▸ **Goal of the exercise**:
A word-for-word copy of the entries, with images excluded, is the expected answer.

▸ **Records for this task**:
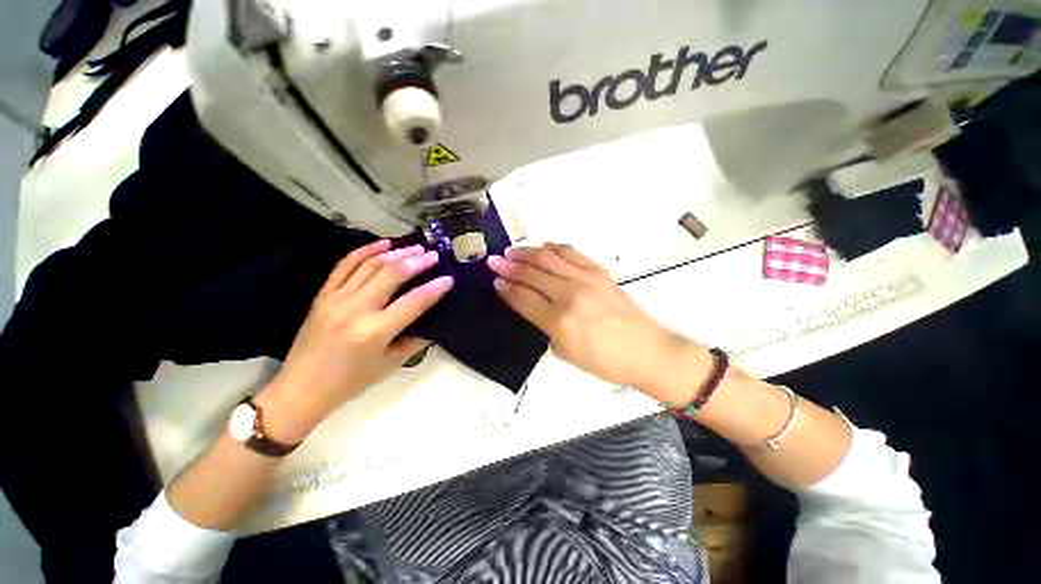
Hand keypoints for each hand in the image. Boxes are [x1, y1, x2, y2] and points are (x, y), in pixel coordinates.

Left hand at [259, 240, 452, 440]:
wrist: (302, 388)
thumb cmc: (351, 381)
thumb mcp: (390, 365)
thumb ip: (415, 341)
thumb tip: (434, 323)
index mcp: (375, 331)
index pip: (414, 301)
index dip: (435, 288)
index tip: (449, 278)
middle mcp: (356, 309)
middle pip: (392, 274)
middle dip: (417, 261)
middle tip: (433, 255)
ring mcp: (336, 298)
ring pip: (370, 265)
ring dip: (396, 253)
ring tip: (415, 247)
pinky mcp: (323, 294)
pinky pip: (345, 265)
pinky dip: (365, 251)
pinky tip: (382, 244)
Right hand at [487, 243, 711, 406]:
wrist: (648, 351)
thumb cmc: (605, 361)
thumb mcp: (566, 353)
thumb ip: (545, 327)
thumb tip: (534, 305)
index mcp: (558, 321)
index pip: (522, 297)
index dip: (505, 287)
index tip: (494, 280)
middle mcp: (569, 295)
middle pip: (531, 274)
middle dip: (508, 266)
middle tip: (494, 260)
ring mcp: (586, 279)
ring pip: (548, 257)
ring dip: (526, 252)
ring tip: (512, 251)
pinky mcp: (600, 271)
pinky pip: (571, 252)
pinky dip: (552, 248)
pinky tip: (542, 248)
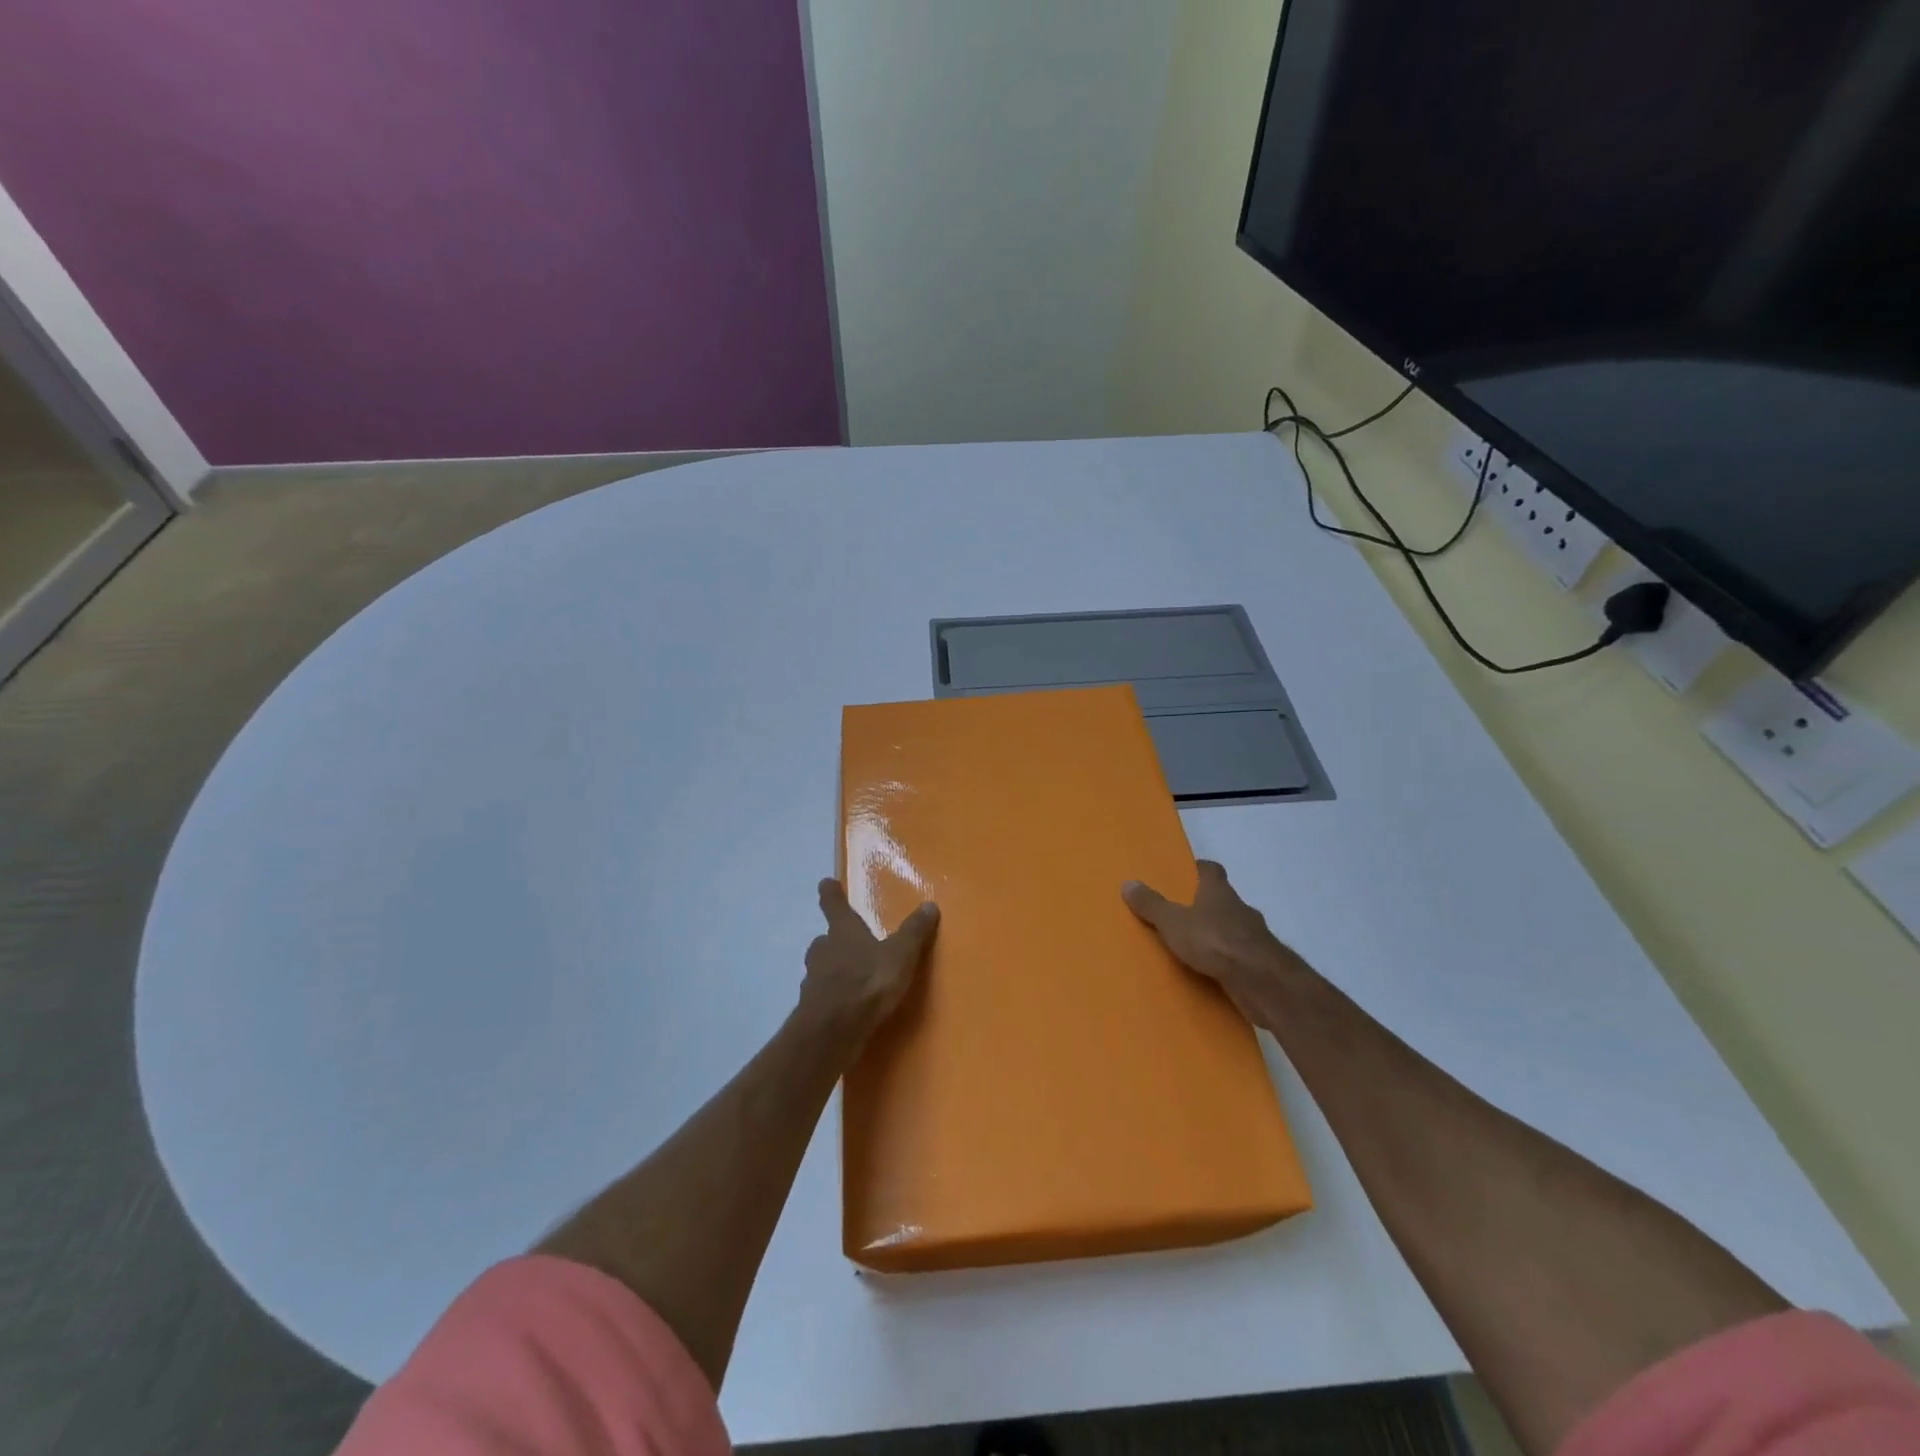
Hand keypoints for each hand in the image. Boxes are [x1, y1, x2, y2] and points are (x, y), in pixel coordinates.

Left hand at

▸ **Answer for this exercise**:
Hand keypoints for each hand in the image. Boxes are [x1, y1, x2, y2] and points are (x, y), in pixel coordinates.

Left hand at [259, 240, 452, 440]:
wrist: (302, 388)
thumb cmc: (351, 381)
thumb mcp: (390, 365)
thumb ip: (415, 341)
thumb tip: (434, 323)
index mcp: (375, 331)
index pip: (414, 301)
index dip: (435, 288)
index tip: (449, 278)
middle mcp: (356, 309)
middle pip: (392, 274)
middle dip: (417, 261)
middle tip: (433, 255)
ring mcp: (336, 298)
ring pip: (370, 265)
ring dip: (396, 253)
ring tip: (415, 247)
pinky mcp: (323, 294)
pinky pip: (345, 265)
pinky dip: (365, 251)
pinky tip: (382, 244)
Right hand at [487, 243, 711, 406]:
wrist: (648, 351)
thumb cmc: (605, 361)
thumb mcp: (566, 353)
thumb ip: (545, 327)
thumb tip: (534, 305)
index mcp: (558, 321)
index pip: (522, 297)
index dip: (505, 287)
index tip: (494, 280)
middle mcp: (569, 295)
middle pip: (531, 274)
middle dip: (508, 266)
middle tip: (494, 260)
ring mcp: (586, 279)
ring pip: (548, 257)
ring dip: (526, 252)
ring tip: (512, 251)
pinky mcp: (600, 271)
pinky pip: (571, 252)
pinky dip: (552, 248)
pinky tip: (542, 248)
Hand keypoints for each hand in the image. Boxes are [x1, y1, x2, y2] and points are (x, y), in pixel coordinates.

Left hand at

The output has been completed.